- _What is needed_:
All lines holding the word "each" should be located in the records and copied.

══ Records shown

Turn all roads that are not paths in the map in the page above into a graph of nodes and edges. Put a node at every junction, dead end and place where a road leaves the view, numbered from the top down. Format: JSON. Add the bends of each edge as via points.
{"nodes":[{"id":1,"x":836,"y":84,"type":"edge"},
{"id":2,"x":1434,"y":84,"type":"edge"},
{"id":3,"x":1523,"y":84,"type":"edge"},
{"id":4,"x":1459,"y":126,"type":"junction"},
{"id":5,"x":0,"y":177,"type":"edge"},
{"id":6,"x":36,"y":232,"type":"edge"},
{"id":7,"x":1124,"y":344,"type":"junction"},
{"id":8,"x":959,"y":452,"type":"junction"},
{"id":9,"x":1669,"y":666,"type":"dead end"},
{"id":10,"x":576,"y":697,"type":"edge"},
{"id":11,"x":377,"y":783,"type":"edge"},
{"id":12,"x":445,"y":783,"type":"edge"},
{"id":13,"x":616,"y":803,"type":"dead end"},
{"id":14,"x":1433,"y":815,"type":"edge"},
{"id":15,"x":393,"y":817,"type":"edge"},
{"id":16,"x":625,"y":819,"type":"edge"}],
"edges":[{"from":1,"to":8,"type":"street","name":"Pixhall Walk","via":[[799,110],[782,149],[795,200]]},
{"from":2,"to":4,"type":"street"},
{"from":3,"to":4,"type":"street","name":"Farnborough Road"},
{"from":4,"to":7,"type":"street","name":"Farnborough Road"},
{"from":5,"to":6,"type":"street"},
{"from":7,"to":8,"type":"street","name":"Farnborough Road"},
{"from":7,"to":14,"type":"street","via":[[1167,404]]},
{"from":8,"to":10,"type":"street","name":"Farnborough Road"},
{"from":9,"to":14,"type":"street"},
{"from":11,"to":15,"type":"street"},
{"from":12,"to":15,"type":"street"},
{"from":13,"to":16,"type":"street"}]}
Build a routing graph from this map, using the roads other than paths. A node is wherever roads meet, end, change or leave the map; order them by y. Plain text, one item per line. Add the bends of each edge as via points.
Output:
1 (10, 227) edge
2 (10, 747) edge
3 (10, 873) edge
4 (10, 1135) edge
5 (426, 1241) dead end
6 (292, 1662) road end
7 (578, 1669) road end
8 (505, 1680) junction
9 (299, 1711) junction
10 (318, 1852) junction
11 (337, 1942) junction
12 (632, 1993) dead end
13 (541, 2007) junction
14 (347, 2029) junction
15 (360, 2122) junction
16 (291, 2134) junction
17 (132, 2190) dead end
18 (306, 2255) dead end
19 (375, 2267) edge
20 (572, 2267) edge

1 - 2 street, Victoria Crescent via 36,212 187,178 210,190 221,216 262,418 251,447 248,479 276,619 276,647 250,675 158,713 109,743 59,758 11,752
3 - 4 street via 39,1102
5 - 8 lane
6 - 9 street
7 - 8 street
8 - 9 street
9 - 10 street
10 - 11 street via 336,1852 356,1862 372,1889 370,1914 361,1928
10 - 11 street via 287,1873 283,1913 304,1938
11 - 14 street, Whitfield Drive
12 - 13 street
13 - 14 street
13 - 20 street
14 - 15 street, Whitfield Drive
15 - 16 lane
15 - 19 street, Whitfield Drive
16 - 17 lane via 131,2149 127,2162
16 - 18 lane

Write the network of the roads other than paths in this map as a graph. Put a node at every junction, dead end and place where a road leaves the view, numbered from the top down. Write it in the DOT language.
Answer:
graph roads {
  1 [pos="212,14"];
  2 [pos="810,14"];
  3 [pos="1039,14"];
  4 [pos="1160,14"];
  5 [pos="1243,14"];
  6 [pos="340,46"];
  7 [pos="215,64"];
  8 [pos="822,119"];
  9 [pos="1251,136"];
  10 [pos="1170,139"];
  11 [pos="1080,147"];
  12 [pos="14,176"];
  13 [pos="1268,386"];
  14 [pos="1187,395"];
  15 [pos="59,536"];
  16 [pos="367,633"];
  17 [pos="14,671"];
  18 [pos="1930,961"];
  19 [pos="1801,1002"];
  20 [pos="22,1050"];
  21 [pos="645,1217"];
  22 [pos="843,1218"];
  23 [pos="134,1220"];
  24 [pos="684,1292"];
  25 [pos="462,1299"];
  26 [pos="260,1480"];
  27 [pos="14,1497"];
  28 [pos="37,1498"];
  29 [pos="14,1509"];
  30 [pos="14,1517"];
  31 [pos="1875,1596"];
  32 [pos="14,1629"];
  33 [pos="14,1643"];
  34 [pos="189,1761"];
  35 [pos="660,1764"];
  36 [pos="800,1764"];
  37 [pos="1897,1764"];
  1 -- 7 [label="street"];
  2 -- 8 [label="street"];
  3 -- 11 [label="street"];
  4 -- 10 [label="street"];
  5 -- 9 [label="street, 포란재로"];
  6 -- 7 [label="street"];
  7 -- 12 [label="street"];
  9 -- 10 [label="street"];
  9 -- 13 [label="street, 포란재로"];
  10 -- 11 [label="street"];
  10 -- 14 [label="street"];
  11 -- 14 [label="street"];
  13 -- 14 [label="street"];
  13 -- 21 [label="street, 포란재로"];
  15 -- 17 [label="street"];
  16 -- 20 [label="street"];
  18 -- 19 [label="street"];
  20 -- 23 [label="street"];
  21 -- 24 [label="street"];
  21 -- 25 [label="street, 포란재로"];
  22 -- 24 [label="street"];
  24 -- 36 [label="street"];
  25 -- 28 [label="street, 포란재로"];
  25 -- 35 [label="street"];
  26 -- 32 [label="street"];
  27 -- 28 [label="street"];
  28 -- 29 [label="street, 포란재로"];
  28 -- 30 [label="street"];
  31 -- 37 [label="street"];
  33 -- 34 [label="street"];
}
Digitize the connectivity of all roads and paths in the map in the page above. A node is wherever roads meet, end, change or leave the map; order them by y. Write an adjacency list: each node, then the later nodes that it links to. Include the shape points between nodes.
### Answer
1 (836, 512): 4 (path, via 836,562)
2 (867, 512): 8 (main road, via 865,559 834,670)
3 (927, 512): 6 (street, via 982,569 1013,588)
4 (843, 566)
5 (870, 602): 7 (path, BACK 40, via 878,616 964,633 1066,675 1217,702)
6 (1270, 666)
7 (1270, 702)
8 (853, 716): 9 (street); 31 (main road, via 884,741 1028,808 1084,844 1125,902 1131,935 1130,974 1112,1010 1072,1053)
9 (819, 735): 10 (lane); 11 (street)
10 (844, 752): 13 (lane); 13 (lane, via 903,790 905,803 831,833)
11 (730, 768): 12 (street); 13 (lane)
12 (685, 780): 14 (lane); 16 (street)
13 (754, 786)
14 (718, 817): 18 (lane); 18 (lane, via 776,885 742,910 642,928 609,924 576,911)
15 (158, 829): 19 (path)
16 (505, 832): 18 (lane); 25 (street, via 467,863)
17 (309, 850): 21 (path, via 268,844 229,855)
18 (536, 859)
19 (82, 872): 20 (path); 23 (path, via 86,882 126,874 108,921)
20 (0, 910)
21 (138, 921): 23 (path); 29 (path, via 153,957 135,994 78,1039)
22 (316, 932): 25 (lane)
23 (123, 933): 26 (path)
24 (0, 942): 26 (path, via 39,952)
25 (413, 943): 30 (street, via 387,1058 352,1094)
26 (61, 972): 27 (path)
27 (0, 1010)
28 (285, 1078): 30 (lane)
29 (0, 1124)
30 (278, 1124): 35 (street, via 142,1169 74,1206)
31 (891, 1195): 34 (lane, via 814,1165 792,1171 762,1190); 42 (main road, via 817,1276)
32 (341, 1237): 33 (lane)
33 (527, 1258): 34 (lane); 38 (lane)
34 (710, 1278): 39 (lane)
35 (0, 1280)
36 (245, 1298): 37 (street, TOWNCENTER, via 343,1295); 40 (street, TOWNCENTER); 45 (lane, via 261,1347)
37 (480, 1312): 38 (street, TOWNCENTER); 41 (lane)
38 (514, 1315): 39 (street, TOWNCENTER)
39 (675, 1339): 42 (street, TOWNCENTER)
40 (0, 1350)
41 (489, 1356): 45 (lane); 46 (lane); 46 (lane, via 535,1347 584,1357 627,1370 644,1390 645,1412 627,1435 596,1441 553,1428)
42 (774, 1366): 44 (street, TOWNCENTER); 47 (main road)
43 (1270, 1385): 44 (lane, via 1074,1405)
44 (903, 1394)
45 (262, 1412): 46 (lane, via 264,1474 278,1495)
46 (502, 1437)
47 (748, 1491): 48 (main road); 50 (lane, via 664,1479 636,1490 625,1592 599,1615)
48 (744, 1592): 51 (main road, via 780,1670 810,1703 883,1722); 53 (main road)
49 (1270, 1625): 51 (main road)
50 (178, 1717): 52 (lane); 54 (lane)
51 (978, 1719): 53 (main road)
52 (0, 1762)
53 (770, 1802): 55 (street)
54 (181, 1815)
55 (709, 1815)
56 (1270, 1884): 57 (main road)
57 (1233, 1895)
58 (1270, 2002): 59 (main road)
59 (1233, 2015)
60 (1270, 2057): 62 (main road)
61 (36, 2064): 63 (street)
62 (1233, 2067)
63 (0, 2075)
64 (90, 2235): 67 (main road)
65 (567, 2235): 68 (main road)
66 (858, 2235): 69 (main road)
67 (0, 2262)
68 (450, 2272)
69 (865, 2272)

════

- _Solution below_:
Turn all roads that are not paths in the map in the page above into a graph of nodes and edges. Put a node at every junction, dead end and place where a road leaves the view, numbered from the top down. Format: JSON. Add the bends of each edge as via points.
Build a routing graph from this map, using the roads other than paths. A node is wherever roads meet, end, change or leave the map; order them by y. Plain text, one item per line. Add the bends of each edge as via points.
Digitize the connectivity of all roads and paths in the map in the page above. A node is wherever roads meet, end, change or leave the map; order them by y. Write an adjacency list: each node, then the later nodes that it links to. Include the shape points between nodes.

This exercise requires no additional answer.